A i tak wiadomo, że przy PMSie zjada się codziennie tabliczkę Ritter Sport, 5 łyżek Nutelli albo kubek kakao. A nie, kakao to i tak prawie codziennie, a czekolada przecież też jest źródłem zdrowego tłuszczu ;-)
Ciało ma dostawać paliwa, każda jedna nasza kochana komóreczka ma dostawać potrzebnego jej paliwa, czyli witaminy, mikroelementy, tłuszcze, białka, węglowodany i wodę (pamiętajmy, że składamy się z wody w 60-70%). Nic nowego. Każda dieta zrównoważona się na tym opiera, w tym moje ulubione 5 przemian (chociaż ona ma jedną wadę - odradza picia czystej wody, a jedynie przyjmowanie jej w postaci wzbogaconej chociażby miodem i cytryną, czy też po prostu jako herbaty, bądź zupy. Tu się nie zgadzam, bo sama wodę czystą piję i pić będę także. Ale wiadomo, ja muszę po swojemu ;-).
A jak to dostarczanie paliwa się będzie nazywało, to już komóreczek naszych nie interesuje. Widząc jednak jakiś nowy tłuszcz, pamiętajmy, że on już był od dawna. Tylko marketing jakiejś innej grupy produktów (np. kosmetyków) się nim dotychczas nie zainteresował.
Można obstawiać, co będzie następne.
Mnie to nie robi różnicy, bo tłuszcze występują w kosmetykach i chemii gospodarczej, tak samo jak na półkach z produktami spożywczymi i występować będą, a który będzie miał na sobie flesze jako następny, to już bez znaczenia.

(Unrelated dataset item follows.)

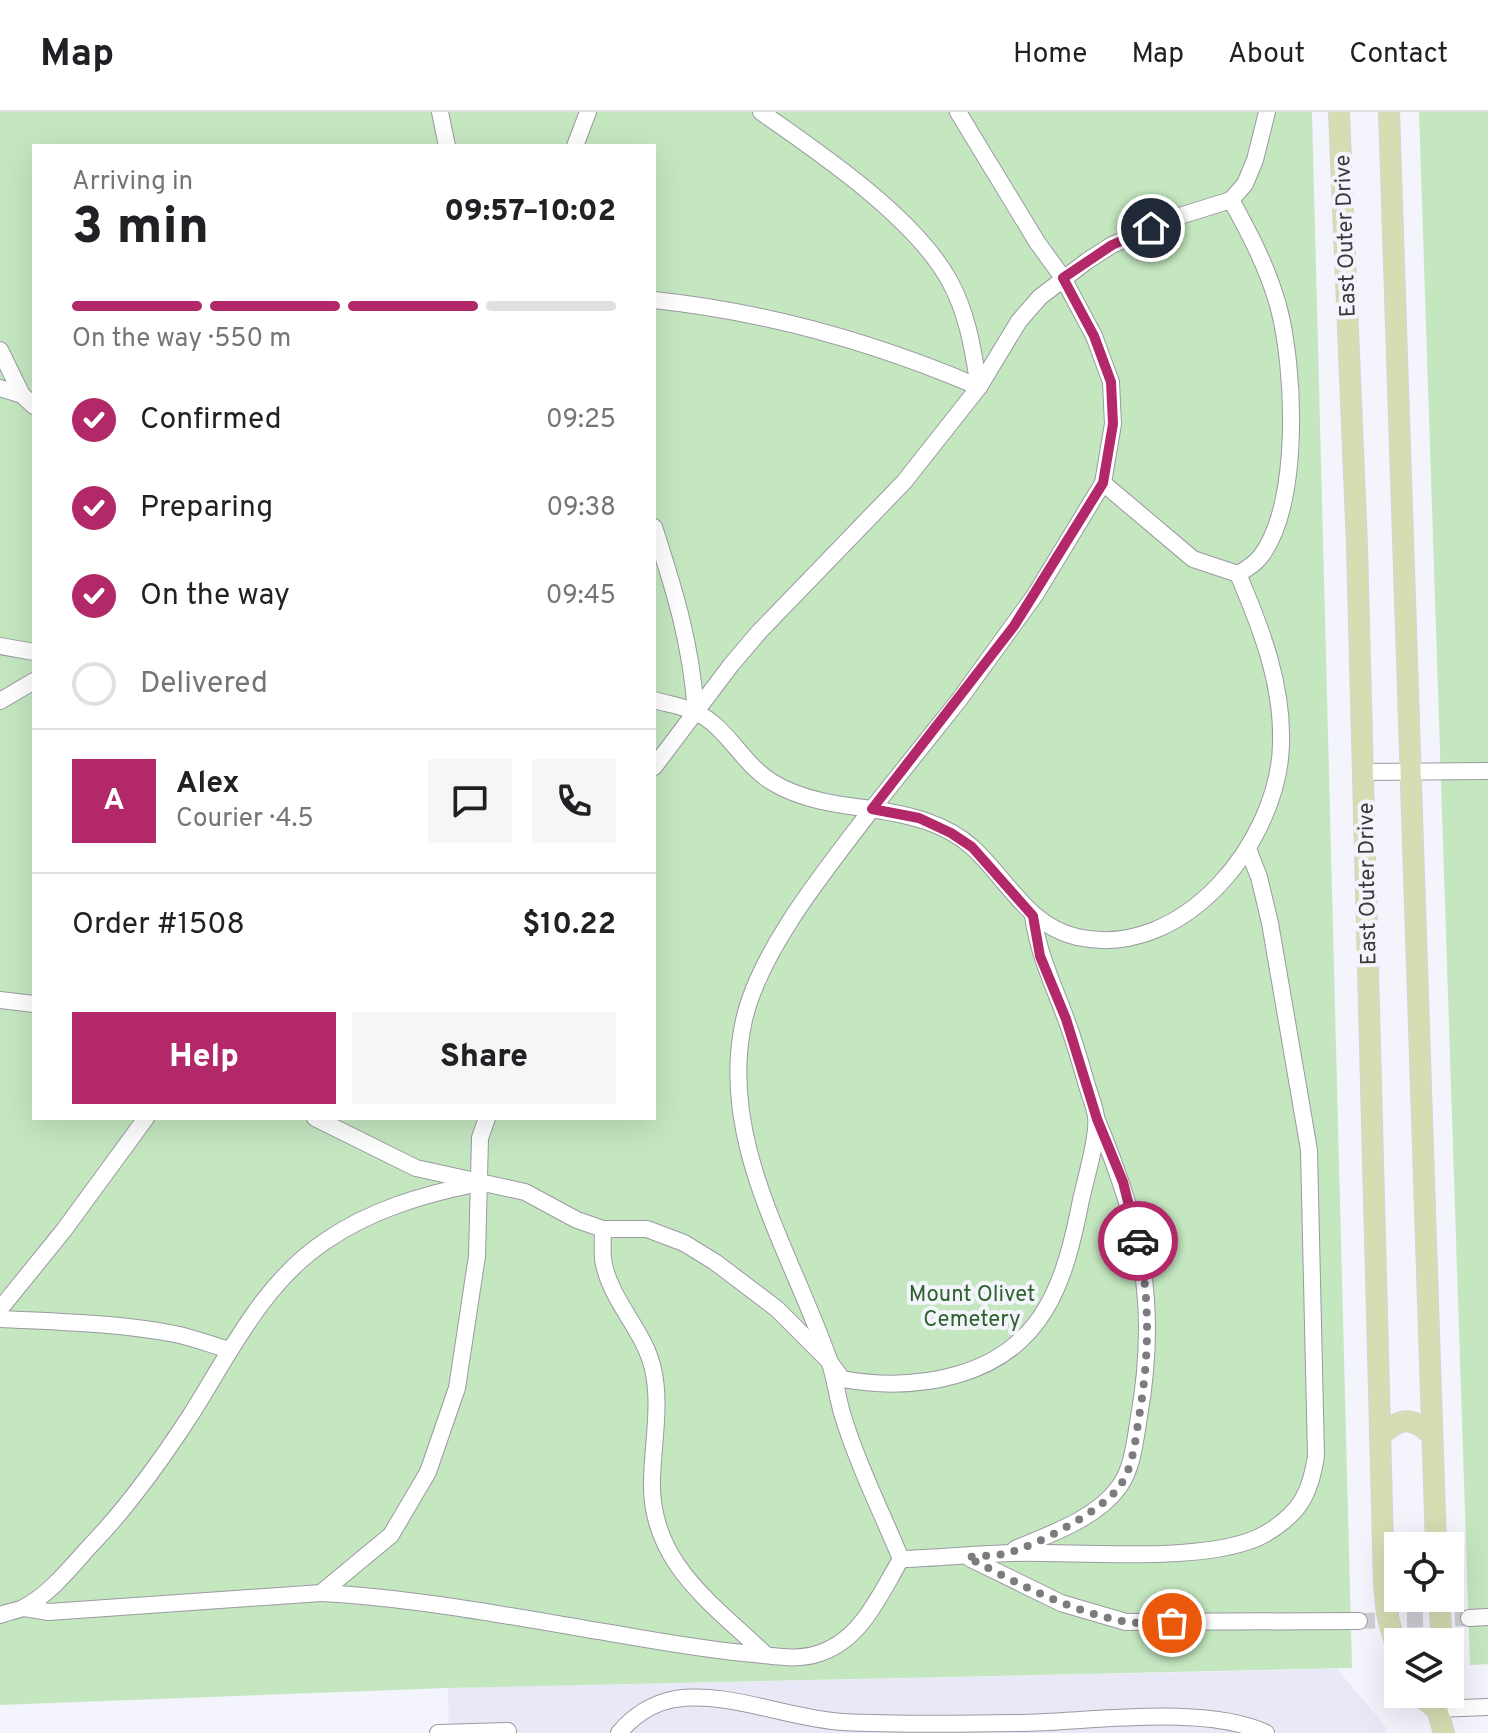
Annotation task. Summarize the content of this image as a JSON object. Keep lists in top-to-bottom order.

Ale ok, obstawiam, że będzie to olej lniany, ale może nie ;-)
**Moja chrzestna matka kochana (która jest na bieżąco ze wszystkim odnośnie zdrowej żywności, a ja trochę też dzięki niej) podrzuciła mi HEMP kilka miesięcy temu i niestety, uzależniłam się. Moja kolacyjna porcja kaszki mleczno-ryżowej z łychą ostropestu i hempu oraz kakao to już rytułał. Na zimę idealne.
I powtarzam przez megafon: TŁUSZCZE SĄ NAM POTRZEBNE! SZCZEGÓLNIE NA ZIMĘ!
;-)
A jaka to kaszka? Ja swego czasu jadalam na snidanie kaszki dla niemowlat, uwielbiam :) a ostatnio grysik lub po prostu owsianka z ziarnami. Dla mnie olej lniany!
OdpowiedzUsuńHeh, właśnie taka kaszka dla dzieci, Bobo Vita albo Nestle :-)
OdpowiedzUsuńOwsiankę też jem. Jasne, tylko na śniadanie. Chociaż najchętniej jako omlet z bananem.